Нет, никакого такого разговора у них не было. Просто Люба однажды послушала разглагольствования пустой бабёнки, поглядела на её незаштопанную юбчонку, да и подумала, что, пожалуй, гораздо позорней воровать чужое, да ещё и похваляться этим. К тому же, в больнице, где Люба работала буфетчицей, третий месяц задерживали зарплату, и хорошо, что хоть остатки хлеба можно было домой уносить, а так бы — зубы на полку, и всё тут!

Люба, позёвывая, прошлепала на кухню. Больше всего на свете она не любила утреннюю растопку печи. Надо выгрести золу, почистить поддувало, принести два ведра угля, а чтобы он лучше горел, положить в топку несколько березовых поленьев. Господи, сколько мороки-то!

На печном кожухе стояли валенки, рядом с ними лежала пара толстых шерстяных носков. Тут же сох «базарный коврик»: кусок трехслойного картона, обшитый серой дерюжкой. Люба кидала его под ноги и стояла на нём целый день.

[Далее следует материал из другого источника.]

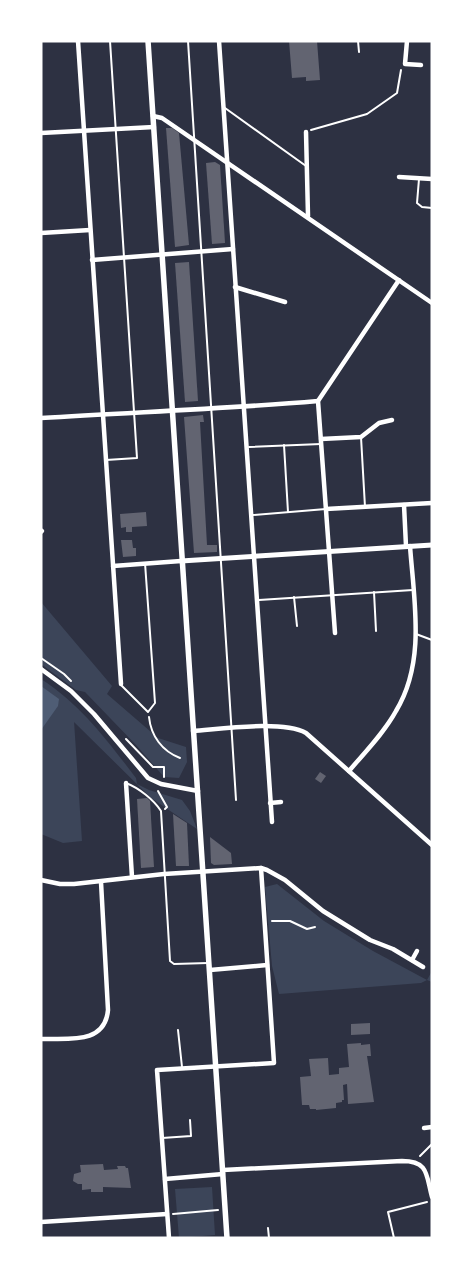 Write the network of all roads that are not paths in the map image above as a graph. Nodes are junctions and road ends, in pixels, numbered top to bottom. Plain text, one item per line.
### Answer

Иснючка ещё лучше придумала: приспособилась упаковывать свои ревматичные ноги в мешки, сшитые из старого верблюжьего одеяла.

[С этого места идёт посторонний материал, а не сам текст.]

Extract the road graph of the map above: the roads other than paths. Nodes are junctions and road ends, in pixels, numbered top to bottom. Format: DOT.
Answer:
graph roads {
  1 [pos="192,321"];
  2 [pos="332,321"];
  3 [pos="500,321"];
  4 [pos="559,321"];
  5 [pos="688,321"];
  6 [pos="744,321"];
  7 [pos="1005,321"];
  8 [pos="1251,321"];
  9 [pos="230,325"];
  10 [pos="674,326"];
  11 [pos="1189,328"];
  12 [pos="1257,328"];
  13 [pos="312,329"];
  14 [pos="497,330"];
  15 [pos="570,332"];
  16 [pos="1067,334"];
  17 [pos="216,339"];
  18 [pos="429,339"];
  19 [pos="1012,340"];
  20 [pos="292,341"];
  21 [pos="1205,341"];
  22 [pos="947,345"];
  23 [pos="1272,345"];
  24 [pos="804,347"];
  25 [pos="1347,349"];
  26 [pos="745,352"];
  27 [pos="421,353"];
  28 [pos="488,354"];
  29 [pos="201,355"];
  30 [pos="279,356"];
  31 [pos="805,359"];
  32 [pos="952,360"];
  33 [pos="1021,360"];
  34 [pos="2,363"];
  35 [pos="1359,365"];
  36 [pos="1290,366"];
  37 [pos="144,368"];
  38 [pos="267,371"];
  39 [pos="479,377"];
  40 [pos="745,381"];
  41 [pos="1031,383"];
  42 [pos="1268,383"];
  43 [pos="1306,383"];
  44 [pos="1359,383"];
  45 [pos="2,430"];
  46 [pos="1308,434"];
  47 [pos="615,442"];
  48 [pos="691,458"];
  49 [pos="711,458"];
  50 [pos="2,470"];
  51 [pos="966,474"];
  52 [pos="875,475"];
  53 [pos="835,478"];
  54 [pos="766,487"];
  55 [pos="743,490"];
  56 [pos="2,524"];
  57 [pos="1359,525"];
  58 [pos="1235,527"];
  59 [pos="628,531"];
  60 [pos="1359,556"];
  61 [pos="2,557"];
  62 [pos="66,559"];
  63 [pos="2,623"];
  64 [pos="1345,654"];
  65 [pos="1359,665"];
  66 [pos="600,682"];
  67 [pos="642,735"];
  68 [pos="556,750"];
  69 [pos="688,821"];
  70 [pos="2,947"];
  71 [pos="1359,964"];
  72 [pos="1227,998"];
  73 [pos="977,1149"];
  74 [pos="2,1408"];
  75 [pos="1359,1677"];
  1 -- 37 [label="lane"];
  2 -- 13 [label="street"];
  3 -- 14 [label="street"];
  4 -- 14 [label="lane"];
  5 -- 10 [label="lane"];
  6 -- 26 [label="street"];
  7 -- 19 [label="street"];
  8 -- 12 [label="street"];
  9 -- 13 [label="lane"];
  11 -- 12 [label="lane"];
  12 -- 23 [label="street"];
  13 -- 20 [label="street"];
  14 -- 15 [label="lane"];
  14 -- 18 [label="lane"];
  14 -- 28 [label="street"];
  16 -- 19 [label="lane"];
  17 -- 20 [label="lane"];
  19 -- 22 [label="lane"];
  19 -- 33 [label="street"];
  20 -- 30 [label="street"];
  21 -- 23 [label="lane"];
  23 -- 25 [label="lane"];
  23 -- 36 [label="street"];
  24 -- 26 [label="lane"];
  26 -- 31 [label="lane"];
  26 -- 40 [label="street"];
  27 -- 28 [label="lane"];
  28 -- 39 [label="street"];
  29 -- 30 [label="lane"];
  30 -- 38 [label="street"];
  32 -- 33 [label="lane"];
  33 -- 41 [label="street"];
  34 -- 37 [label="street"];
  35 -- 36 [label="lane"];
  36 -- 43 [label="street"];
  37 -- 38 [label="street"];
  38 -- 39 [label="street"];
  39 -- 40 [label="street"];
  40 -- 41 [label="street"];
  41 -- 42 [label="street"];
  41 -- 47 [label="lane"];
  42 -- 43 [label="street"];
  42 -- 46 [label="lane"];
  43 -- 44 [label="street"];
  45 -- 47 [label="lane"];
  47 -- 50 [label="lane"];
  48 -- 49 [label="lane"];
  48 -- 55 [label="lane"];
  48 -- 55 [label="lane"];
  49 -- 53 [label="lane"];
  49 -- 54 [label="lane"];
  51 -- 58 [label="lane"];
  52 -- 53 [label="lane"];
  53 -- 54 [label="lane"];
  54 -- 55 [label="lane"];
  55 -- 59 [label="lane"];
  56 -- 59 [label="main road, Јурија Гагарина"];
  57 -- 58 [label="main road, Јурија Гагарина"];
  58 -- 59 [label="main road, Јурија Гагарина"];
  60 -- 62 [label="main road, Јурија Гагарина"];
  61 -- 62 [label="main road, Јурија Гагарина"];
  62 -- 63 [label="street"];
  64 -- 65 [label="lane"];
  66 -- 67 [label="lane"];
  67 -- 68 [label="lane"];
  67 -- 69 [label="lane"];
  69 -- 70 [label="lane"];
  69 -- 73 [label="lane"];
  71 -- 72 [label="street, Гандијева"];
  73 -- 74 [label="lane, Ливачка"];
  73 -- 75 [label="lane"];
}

Поглядев на иснючкино ноу-хау, Люба надоумилась сделать портянки из теплоизоляционного материала, в который был упакован телевизор «Сони». Наденешь носки, сверху обмотаешь их «портянками» — и никакой мороз не страшен! А чтобы какая-нибудь лихоманка вроде гриппа не пристала, Люба обязательно пила чай. С вечера бросала в большой китайский термос две горсти сушеного шиповника, состругивала с лианы лимонника тонкие ленточки желтой, запашистой стружки и заливала всё это крутым кипятком. Утром Люба добавляла в настой чайную заварку и ложку-другую мёда.

Полуторалитрового термоса с этим чаем ей хватало на весь день. Ещё и соседок по торговому ряду угощала.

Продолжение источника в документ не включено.